Sobre pontes e a verdade

Octávio Henrique Bernardino Ribeiro¹

O dono da verdade é um senhor egoísta. Quando passeiam, ela o acompanha com uma coleira que a sufoca toda vez que ousa avançar poucos passos à frente do caminhar arrastado e retardatário do obsoleto proprietário. As mãos puídas se agarram firmes nas grossas certezas acorrentadas à peça de couro rudimentar que cinge o pescoço da convicção de estimação.

Originalmente, a verdade é fluida e por esse motivo requer uma dieta especial, sua alimentação deve ser diversa e rica em nutrientes e temperança, no entanto, seu dono não enxerga a peculiaridade de sua forma, talvez por sua visão gasta ou pelos óculos com foco inflexível. Sendo assim, a verdade se alimenta dos restos daquilo que o senhorio consome e, assim, cada vez mais ela fica indisposta e engessada.

Como todo bichano, o comportamento da verdade está condicionado à criação de seu dono, por esse motivo várias vezes ela é agressiva e avança naqueles que são estranhos aos olhos de seu possuinte.

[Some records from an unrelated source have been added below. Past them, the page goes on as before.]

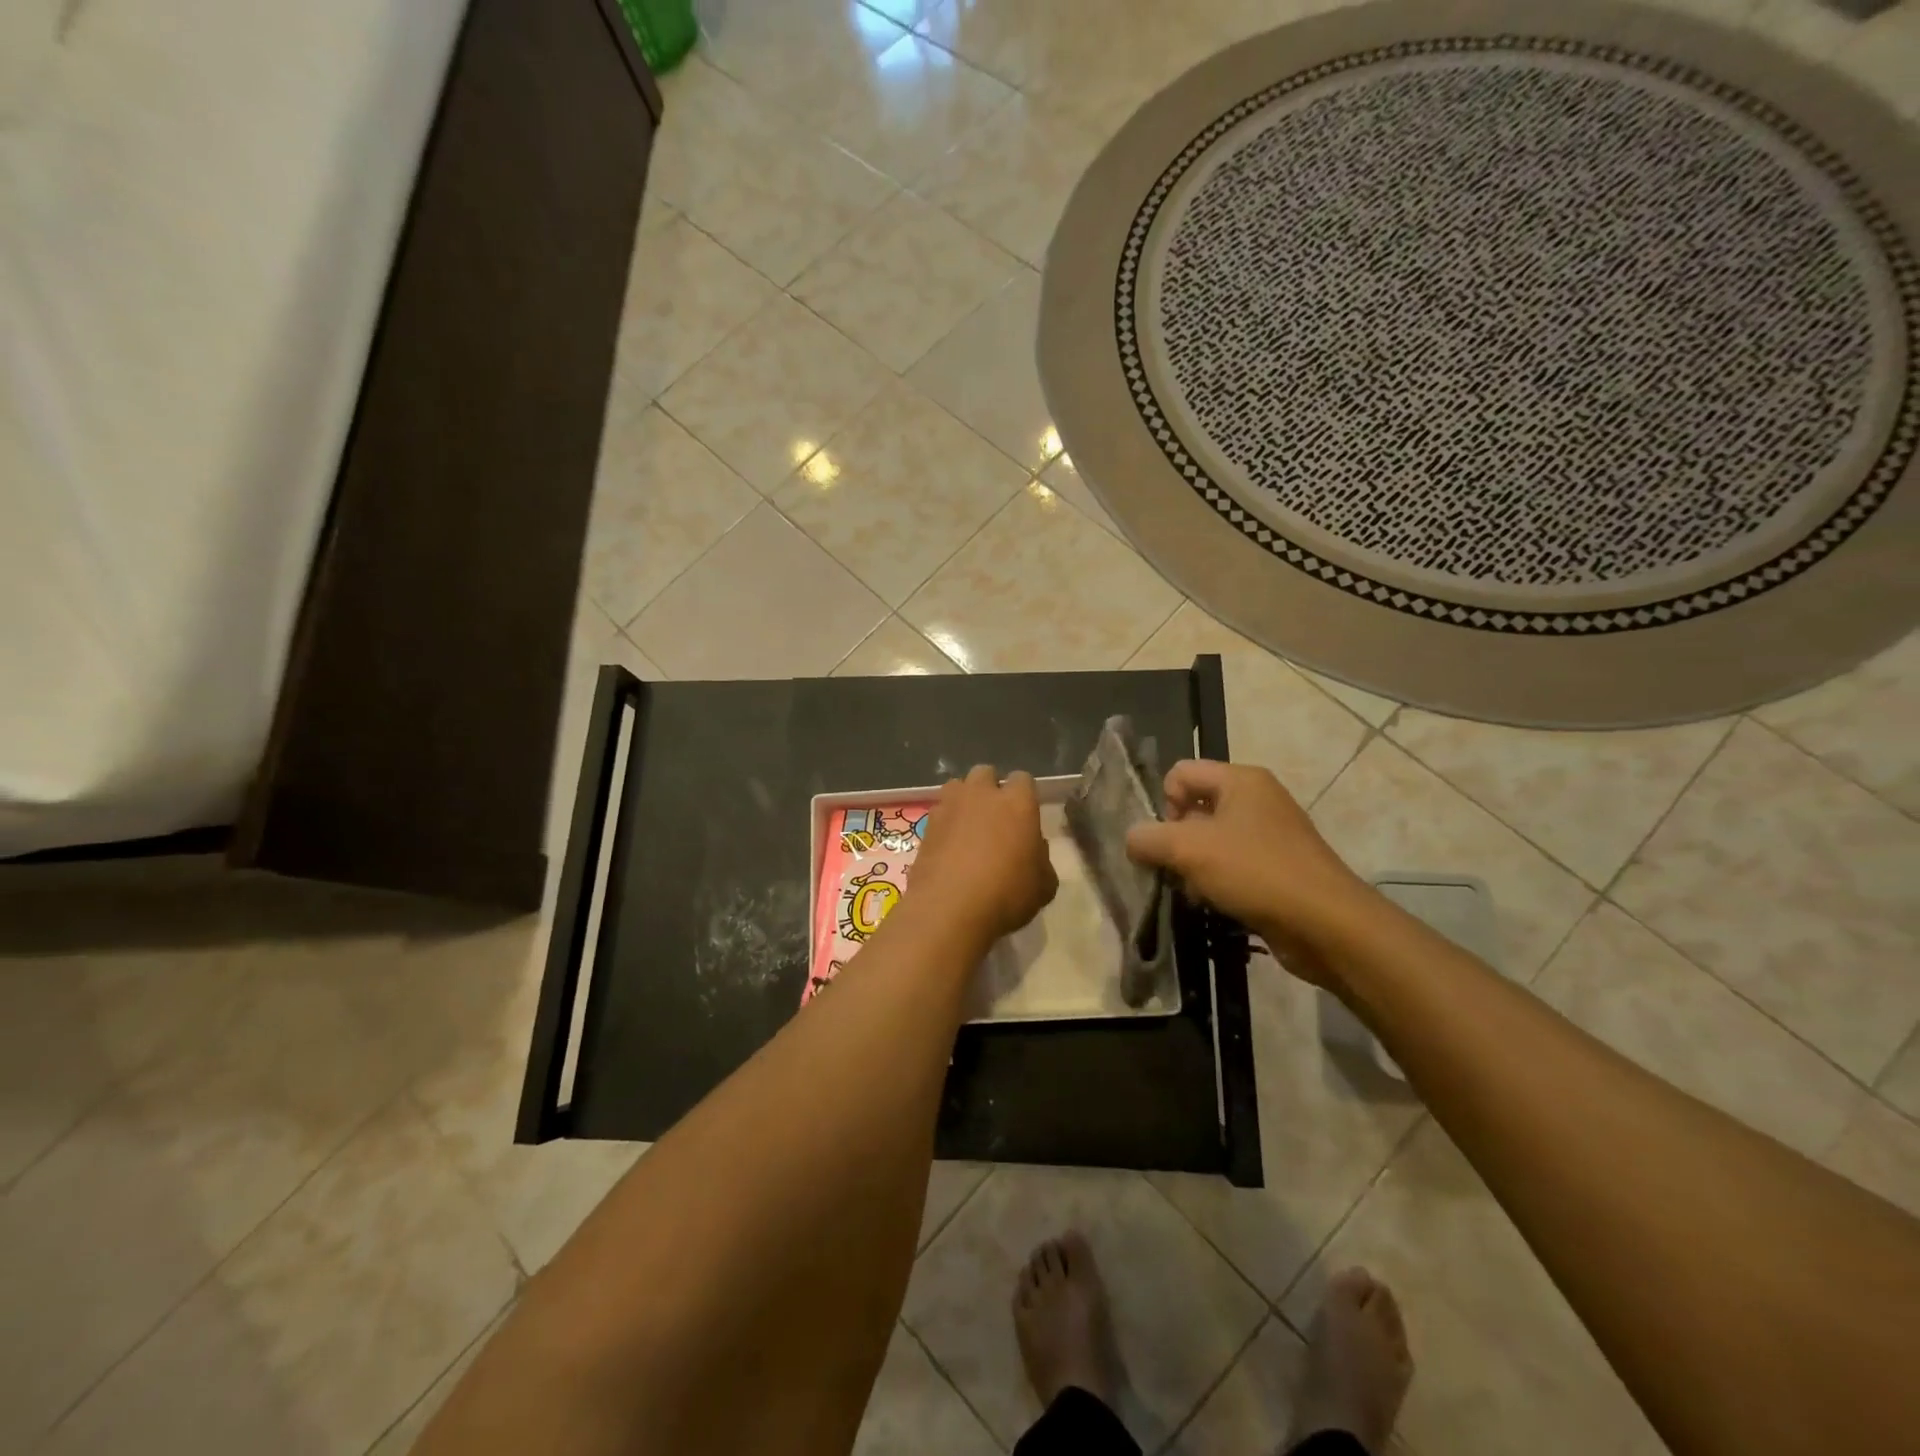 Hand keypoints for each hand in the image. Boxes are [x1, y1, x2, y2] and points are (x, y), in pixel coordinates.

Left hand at [908, 766, 1057, 946]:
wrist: (948, 909)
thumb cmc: (1006, 894)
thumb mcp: (1043, 886)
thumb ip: (1041, 860)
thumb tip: (1032, 850)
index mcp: (1017, 802)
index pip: (1023, 779)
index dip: (1024, 795)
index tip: (1025, 816)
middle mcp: (982, 795)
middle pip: (986, 774)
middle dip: (990, 789)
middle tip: (995, 818)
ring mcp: (949, 806)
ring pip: (957, 786)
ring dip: (964, 800)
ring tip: (968, 828)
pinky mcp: (926, 825)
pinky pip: (939, 813)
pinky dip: (945, 824)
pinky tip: (948, 847)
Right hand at [1125, 760, 1374, 983]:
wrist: (1326, 924)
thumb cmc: (1255, 871)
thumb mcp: (1188, 849)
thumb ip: (1148, 838)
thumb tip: (1132, 839)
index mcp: (1241, 780)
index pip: (1180, 773)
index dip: (1164, 804)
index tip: (1168, 840)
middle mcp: (1257, 799)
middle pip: (1194, 807)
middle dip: (1176, 840)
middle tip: (1176, 869)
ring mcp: (1270, 834)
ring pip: (1210, 841)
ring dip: (1194, 866)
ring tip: (1195, 892)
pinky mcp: (1277, 868)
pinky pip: (1232, 865)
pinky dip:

Com seu ladrar pela potente garganta que possui, ela busca sobrepor os argumentos de quem tenta se aproximar, além disso, apresenta os dentes afiados como uma amostra de sua ferocidade.

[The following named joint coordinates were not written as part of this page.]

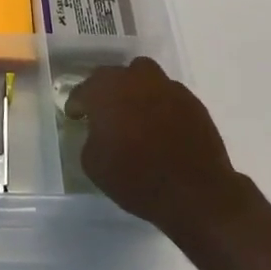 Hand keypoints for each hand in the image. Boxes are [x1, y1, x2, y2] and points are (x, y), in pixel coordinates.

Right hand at [65, 57, 251, 249]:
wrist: (194, 193)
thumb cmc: (136, 178)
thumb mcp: (94, 165)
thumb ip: (90, 138)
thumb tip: (98, 132)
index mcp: (105, 90)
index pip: (82, 91)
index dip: (77, 105)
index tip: (76, 117)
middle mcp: (134, 78)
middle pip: (112, 76)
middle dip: (105, 92)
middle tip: (105, 114)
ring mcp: (166, 86)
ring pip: (143, 76)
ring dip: (135, 89)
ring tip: (135, 113)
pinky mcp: (191, 100)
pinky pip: (167, 94)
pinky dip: (160, 104)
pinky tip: (161, 126) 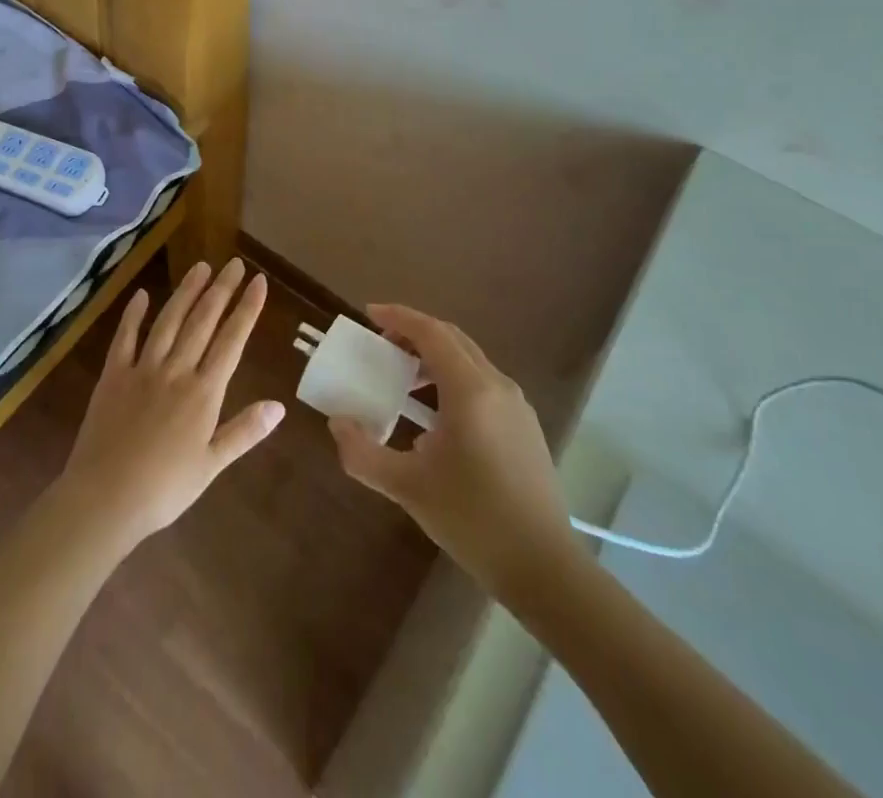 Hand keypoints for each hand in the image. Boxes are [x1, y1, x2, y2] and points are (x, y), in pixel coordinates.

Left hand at [56, 259, 283, 552]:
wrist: (105, 498)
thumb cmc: (164, 489)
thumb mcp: (211, 465)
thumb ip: (244, 431)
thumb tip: (279, 405)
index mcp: (203, 393)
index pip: (231, 340)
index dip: (246, 309)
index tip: (258, 281)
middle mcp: (176, 371)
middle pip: (202, 322)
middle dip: (221, 290)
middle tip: (234, 264)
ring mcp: (142, 369)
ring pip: (168, 321)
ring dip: (186, 292)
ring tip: (200, 267)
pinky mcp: (112, 375)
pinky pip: (125, 338)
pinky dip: (133, 315)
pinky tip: (141, 295)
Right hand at [328, 304, 581, 600]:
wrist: (544, 568)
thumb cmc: (474, 520)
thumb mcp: (408, 487)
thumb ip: (363, 453)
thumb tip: (338, 424)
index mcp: (471, 391)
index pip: (431, 332)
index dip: (399, 317)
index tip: (369, 314)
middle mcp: (497, 386)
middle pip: (452, 339)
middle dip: (414, 333)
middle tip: (381, 345)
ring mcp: (517, 406)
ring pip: (469, 361)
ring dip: (434, 358)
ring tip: (403, 379)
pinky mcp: (525, 427)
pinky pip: (483, 384)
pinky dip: (453, 380)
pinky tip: (435, 417) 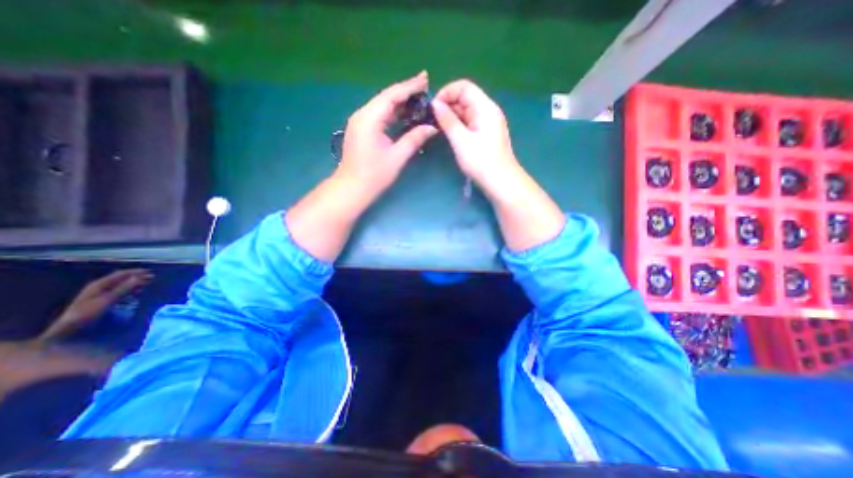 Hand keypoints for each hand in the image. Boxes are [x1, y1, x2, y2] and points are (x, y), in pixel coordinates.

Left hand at [39, 269, 153, 338]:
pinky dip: (130, 290)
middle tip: (152, 278)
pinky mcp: (103, 301)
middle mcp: (100, 287)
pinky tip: (137, 293)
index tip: (151, 272)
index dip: (136, 272)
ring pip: (122, 285)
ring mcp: (100, 294)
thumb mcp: (106, 301)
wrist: (69, 330)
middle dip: (137, 277)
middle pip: (121, 279)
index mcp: (99, 284)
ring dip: (135, 284)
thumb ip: (123, 289)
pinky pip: (120, 292)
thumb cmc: (87, 314)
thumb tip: (140, 277)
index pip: (121, 274)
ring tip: (147, 285)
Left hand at [337, 72, 438, 194]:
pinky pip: (379, 116)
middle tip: (426, 87)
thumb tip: (431, 127)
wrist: (351, 188)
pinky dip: (393, 113)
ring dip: (400, 102)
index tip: (426, 78)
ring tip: (419, 99)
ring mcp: (360, 122)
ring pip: (383, 106)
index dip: (410, 86)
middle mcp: (363, 115)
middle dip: (406, 91)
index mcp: (370, 119)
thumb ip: (414, 139)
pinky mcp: (362, 130)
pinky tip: (405, 114)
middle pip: (386, 97)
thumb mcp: (397, 157)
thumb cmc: (374, 175)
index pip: (392, 96)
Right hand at [434, 79, 518, 190]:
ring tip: (437, 128)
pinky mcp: (485, 135)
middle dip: (447, 105)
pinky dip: (458, 125)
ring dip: (451, 117)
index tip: (433, 108)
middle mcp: (488, 111)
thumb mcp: (461, 140)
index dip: (446, 92)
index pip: (464, 87)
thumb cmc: (481, 161)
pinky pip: (469, 123)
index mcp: (485, 107)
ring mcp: (488, 123)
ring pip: (466, 112)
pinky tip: (449, 134)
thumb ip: (448, 120)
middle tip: (432, 120)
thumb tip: (435, 104)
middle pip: (465, 98)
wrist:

O dono da verdade se sente livre para transitar em quase todos os espaços, inclusive aqueles aos quais não foi chamado. E isso é uma espécie de segurança que sua fiel companheira passa. Em algumas oportunidades em que está cansado das discussões cotidianas que se alongam, o senhor monta em sua verdade e deixa que ela o leve no rumo de seu faro.

Porém, em posse da verdade, o dono busca ocultar sua fobia particular, a gefirofobia. Para quem não sabe, esta palavra incomum representa o medo exagerado ou irracional que algumas pessoas têm de atravessar pontes.

As pontes são muito interessantes de se observar, sobrepostas a um caminho que certamente não seríamos capazes de atravessar sem seu auxílio, balançam criando temor. Precisamos atravessar as pontes para alcançarmos o destino pretendido, e isso fica mais fácil quando descobrimos que seu balanço é proposital e necessário, caso contrário, a estrutura se romperia.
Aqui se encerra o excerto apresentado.